Stored data
_ _ _

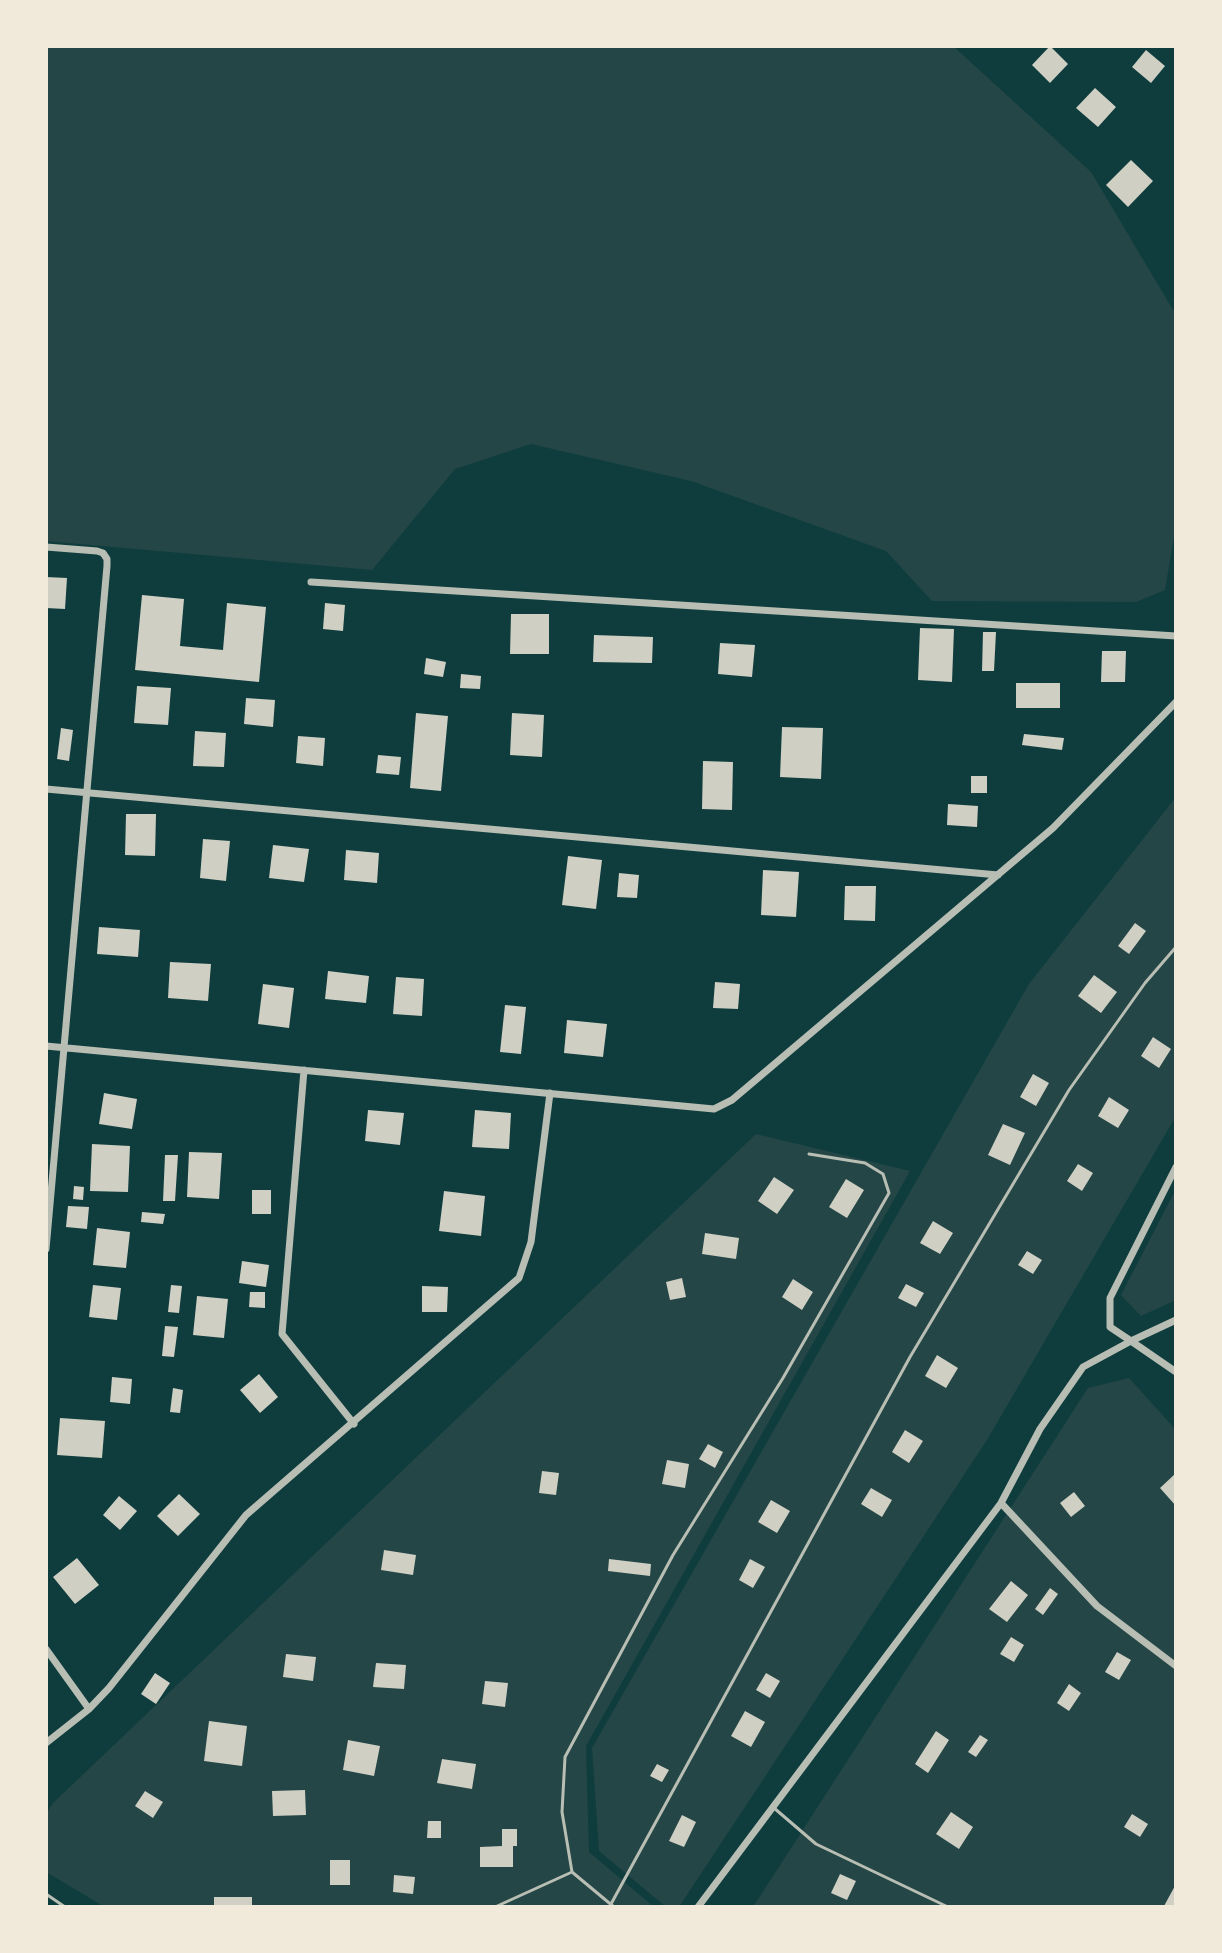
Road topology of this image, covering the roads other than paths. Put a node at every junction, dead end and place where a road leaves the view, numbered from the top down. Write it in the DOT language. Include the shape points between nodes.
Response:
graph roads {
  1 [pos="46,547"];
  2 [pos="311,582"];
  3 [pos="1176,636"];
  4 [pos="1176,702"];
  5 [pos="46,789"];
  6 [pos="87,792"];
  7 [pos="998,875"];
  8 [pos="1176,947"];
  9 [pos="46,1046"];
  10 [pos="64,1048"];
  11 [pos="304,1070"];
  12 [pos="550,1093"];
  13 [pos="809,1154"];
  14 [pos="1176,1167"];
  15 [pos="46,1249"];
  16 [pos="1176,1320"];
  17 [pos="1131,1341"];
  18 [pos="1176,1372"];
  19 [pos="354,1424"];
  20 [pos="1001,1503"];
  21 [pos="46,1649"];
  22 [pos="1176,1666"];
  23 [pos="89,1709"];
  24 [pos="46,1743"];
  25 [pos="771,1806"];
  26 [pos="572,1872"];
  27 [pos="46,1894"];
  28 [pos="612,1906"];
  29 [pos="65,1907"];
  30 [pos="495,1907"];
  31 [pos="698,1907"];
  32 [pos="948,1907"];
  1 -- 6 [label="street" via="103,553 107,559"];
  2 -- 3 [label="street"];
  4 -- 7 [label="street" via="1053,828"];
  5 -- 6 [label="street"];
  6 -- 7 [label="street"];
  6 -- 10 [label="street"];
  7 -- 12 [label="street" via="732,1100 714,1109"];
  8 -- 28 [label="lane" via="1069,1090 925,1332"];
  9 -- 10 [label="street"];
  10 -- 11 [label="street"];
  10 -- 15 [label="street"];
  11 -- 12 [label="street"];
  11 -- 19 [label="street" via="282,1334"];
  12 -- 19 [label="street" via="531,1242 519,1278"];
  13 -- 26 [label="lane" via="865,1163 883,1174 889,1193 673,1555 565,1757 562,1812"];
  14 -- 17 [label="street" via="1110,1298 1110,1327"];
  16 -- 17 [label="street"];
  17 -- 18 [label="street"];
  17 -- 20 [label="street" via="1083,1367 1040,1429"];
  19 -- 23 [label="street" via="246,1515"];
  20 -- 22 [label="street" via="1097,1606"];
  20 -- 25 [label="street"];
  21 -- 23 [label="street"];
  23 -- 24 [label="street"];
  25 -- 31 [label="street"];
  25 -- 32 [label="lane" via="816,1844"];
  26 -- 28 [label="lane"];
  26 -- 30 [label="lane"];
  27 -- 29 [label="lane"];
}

_ _ _

**Problem description:**
Please report how many lines in the records contain the string "lane", and write nothing besides that number.

**Task solution:**
6